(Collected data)
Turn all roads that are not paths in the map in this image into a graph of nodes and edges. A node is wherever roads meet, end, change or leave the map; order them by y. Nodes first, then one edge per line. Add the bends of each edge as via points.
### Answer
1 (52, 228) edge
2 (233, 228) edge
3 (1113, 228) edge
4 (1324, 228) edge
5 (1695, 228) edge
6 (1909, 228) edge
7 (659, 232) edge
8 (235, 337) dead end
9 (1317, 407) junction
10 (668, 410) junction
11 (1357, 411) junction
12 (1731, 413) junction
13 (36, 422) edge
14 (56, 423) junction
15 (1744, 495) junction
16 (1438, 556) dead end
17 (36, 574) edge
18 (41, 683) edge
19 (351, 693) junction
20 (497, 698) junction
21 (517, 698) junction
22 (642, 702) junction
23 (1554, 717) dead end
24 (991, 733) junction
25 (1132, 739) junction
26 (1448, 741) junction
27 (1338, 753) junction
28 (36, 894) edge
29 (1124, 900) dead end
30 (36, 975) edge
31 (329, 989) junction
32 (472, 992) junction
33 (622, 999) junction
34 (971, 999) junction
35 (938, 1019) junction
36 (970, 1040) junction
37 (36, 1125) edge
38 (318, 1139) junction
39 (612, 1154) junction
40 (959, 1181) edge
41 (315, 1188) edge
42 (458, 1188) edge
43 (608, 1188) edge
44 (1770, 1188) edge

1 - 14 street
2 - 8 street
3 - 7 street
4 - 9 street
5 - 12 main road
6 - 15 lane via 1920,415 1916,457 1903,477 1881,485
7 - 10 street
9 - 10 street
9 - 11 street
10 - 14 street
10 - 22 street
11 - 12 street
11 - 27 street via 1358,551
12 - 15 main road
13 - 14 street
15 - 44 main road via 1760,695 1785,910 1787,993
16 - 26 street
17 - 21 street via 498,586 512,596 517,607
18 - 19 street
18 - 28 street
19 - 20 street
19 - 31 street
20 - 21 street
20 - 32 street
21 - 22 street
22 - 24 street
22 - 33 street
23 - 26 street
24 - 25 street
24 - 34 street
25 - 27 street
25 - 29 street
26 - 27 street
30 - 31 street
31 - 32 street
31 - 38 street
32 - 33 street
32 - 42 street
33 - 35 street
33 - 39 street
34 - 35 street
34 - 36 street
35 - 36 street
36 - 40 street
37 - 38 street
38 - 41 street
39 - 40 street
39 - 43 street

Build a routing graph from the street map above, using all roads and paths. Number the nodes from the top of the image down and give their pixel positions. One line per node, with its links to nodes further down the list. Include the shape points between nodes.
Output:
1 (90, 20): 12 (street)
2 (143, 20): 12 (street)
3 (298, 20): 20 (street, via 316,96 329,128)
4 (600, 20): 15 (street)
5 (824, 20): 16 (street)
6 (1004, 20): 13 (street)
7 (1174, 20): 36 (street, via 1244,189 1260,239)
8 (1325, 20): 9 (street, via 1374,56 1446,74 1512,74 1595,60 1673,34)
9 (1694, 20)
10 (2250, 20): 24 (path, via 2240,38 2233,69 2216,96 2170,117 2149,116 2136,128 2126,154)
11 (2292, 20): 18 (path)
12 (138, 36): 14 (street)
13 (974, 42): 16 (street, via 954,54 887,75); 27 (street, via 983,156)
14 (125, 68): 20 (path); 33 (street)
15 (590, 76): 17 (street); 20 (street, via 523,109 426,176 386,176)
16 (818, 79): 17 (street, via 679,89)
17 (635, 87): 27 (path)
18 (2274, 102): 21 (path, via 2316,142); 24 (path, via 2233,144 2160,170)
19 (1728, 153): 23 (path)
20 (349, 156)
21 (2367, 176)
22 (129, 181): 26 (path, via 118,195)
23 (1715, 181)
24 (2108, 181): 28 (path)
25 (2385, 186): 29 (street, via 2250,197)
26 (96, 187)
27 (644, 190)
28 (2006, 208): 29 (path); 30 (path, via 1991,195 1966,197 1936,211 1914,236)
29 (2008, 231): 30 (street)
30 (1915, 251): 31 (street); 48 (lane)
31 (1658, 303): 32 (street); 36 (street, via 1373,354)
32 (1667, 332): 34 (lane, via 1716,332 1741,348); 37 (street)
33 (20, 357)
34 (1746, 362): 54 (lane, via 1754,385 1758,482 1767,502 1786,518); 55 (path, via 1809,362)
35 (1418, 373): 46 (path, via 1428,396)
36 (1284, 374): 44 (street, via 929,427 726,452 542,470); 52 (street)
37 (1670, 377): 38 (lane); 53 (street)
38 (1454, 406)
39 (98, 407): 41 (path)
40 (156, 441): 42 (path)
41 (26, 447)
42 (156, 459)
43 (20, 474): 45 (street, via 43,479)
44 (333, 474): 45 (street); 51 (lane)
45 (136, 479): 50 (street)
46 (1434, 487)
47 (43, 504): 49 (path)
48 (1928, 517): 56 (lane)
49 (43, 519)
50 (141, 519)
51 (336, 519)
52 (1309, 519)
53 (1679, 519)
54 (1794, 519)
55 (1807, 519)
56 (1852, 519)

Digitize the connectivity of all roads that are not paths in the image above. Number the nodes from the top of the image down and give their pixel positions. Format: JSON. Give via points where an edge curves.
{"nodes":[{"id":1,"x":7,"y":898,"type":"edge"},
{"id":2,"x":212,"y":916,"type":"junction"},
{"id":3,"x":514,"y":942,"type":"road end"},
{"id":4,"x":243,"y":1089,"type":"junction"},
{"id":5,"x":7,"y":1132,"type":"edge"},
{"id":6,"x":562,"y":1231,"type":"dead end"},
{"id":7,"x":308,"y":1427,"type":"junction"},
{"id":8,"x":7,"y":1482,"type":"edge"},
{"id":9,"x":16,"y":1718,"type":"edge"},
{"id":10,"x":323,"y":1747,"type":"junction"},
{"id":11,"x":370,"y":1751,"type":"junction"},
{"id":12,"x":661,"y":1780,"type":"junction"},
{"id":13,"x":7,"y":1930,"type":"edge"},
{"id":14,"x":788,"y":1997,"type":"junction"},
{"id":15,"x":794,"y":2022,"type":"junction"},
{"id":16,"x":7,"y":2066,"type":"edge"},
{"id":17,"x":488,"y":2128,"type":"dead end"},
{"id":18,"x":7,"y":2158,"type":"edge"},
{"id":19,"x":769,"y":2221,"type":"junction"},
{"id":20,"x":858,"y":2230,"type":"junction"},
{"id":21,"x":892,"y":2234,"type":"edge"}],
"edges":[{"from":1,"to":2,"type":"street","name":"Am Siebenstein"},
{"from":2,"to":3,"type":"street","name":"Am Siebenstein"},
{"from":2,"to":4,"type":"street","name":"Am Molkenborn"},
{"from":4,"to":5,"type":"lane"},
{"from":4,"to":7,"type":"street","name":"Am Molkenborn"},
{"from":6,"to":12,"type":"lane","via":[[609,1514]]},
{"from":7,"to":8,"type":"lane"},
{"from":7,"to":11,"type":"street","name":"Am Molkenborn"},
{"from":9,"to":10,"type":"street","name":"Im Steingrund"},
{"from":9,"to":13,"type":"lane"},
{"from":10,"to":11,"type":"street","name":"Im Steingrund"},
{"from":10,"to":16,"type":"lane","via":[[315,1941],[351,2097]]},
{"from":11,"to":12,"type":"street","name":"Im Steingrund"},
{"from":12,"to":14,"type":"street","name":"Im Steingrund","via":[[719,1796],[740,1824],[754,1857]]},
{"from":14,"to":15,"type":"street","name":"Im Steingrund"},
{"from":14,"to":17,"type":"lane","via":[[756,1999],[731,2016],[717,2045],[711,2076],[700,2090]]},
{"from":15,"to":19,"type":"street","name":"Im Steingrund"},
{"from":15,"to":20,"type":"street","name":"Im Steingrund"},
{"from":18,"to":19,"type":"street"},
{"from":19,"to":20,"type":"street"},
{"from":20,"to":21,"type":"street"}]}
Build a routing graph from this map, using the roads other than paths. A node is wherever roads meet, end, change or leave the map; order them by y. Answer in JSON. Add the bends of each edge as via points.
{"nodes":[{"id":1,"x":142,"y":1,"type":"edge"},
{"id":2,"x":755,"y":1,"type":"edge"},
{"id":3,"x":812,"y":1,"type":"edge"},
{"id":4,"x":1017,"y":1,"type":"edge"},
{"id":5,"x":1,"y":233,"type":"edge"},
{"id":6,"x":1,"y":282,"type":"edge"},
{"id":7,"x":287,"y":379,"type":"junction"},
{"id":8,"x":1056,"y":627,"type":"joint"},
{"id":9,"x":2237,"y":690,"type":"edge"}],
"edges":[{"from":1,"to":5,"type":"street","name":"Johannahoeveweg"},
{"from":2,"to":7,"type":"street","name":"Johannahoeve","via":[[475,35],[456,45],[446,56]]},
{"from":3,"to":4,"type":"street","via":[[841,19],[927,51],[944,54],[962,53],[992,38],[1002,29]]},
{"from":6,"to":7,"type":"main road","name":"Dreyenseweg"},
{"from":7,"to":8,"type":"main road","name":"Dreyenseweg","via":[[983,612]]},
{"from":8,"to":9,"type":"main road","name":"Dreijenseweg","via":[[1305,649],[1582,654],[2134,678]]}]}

DESCRIPTION OF THE TASK: Apply a filter for "image" to the data above, then copy each line that matches.

FINISHED TASK:
Turn all roads that are not paths in the map in this image into a graph of nodes and edges. A node is wherever roads meet, end, change or leave the map; order them by y. Nodes first, then one edge per line. Add the bends of each edge as via points.
Build a routing graph from the street map above, using all roads and paths. Number the nodes from the top of the image down and give their pixel positions. One line per node, with its links to nodes further down the list. Include the shape points between nodes.
Digitize the connectivity of all roads that are not paths in the image above. Number the nodes from the top of the image down and give their pixel positions. Format: JSON. Give via points where an edge curves.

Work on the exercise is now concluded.